Preparation should never be underestimated. Being prepared is not only important to the client that you are representing, it is vital to your career. Good preparation can generate benefits such as new clients, future employment opportunities, and respect from older colleagues. In a court setting, you can never predict what will happen or who will be watching. Be prepared for anything. Know your material, understand the rules, and present your case confidently. Don’t be the lawyer fumbling through the file, trying to find the answer to basic questions of fact.

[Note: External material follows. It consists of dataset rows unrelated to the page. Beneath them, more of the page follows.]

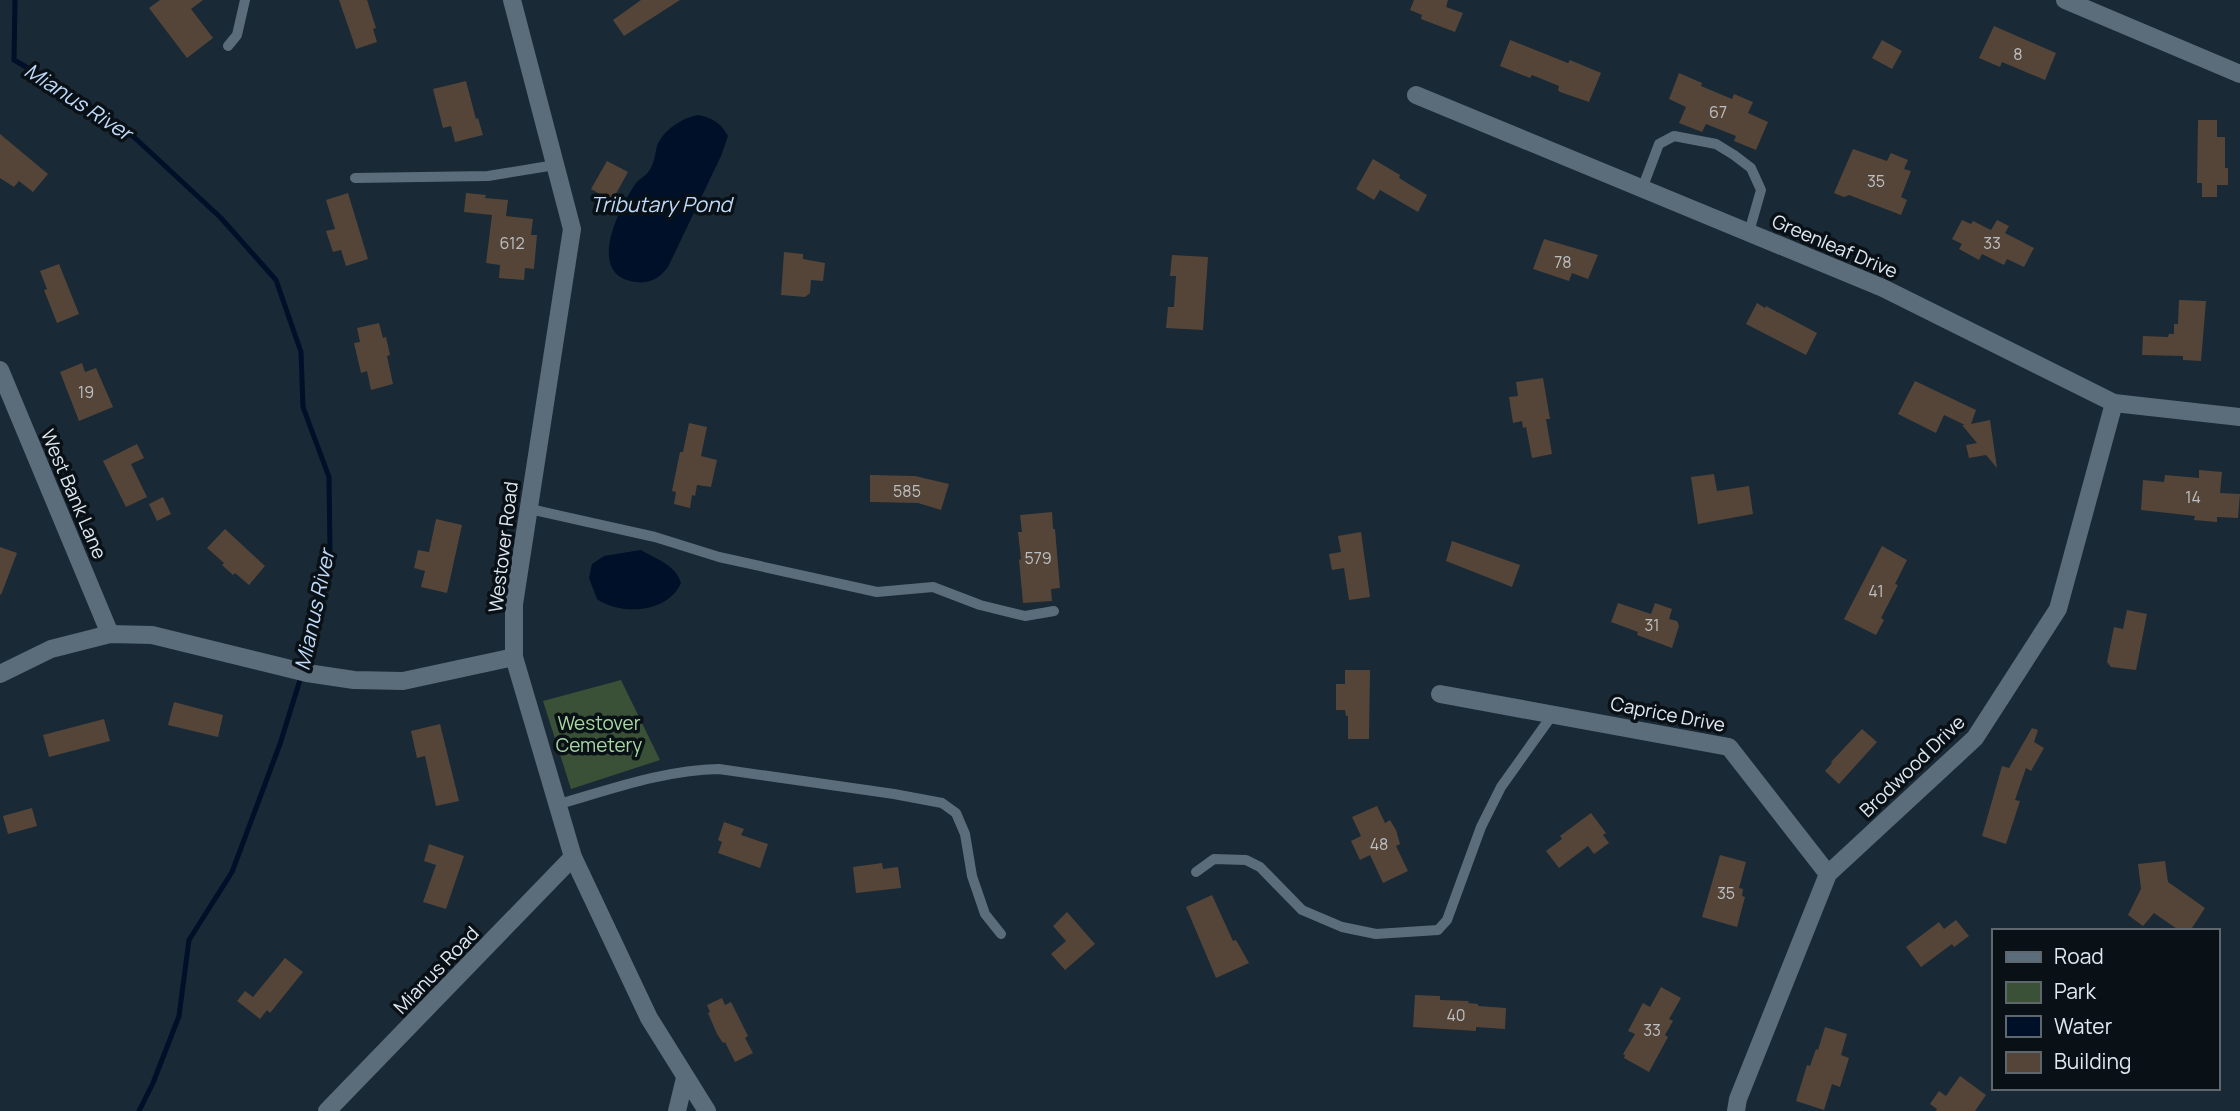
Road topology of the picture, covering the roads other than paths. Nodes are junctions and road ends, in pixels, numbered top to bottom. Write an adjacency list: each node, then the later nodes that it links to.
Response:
1 (245, 0): 4 (lane)
2 (512, 0): 7 (street, Westover Road)
3 (2065, 0): 5 (street)
4 (228, 46)
5 (2240, 74)
6 (1416, 95): 9 (street, Greenleaf Drive)
7 (555, 165): 8 (lane); 14 (street, Westover Road)
8 (355, 177)
9 (1642, 189): 10 (street, Greenleaf Drive); 10 (lane)
10 (1749, 232): 12 (street, Greenleaf Drive)
11 (0, 370): 16 (street, West Bank Lane)
12 (2114, 402): 13 (street, Greenleaf Drive); 24 (street, Brodwood Drive)
13 (2240, 417)
14 (530, 509): 15 (lane); 17 (street, Westover Road)
15 (1054, 611)
16 (110, 634): 17 (street); 18 (street)
17 (514, 657): 21 (street, Westover Road)
18 (0, 674)
19 (1440, 694): 20 (street, Caprice Drive)
20 (1553, 714): 23 (lane); 24 (street, Caprice Drive)
21 (556, 805): 22 (street, Westover Road); 25 (lane)
22 (573, 857): 26 (street, Westover Road); 27 (street, Mianus Road)
23 (1196, 872)
24 (1828, 874): 30 (street, Brodwood Drive)
25 (1001, 934)
26 (685, 1078): 28 (street); 29 (street, Westover Road)
27 (327, 1111)
28 (677, 1111)
29 (707, 1111)
30 (1736, 1111)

Of course there will be times when you are unable to avoid having a file dropped into your lap at the last minute by a senior associate. But try not to use short notice as an excuse for failing to use the time that you do have to prepare. Remember that being unprepared never leaves a good impression, but standing tall and confident in the midst of pressure always does!
Produce Quality Work
The quality of your work makes a difference. This does not mean that one needs to reinvent the wheel on simple pleadings. Nevertheless, be sure to review your work for errors, substance, and clarity. Your final work product should not have obvious spelling or grammatical errors. These serve as distractions to the reader and suggest that you didn’t take time to examine your work. Failure to examine implies that one doesn’t take pride in their work and may insinuate that there are substantive errors as well.
As for substance, do your research. Don’t reference outdated law or make arguments that are legally unsound. Make sure that your work is clear and that it can be understood by the intended audience. If you have great writing ability, embrace opportunities that highlight your skill. In the end, readers will notice and your time and effort will leave a good impression.
Engage the World Around You
While you certainly want to make lasting impressions upon those directly linked to your profession, know that the impressions that you leave in your community are just as important. Don’t neglect the world around you. Get involved in activities outside of law. Have something interesting or substantive that you’ve been a part of or that you can relate to. Aside from being a lawyer, who are you? If you want to stand out, you have to stand out. Doing so will leave an impression not only on those you encounter as part of the profession but also among the rest of the world around you.
As young lawyers, there will be countless opportunities to leave your mark. Take advantage of those opportunities by doing the little things that help you stand out. Make impressions that represent the best you. Seize the day! And, in the words of Muhammad Ali, “Don’t count the days, make the days count.”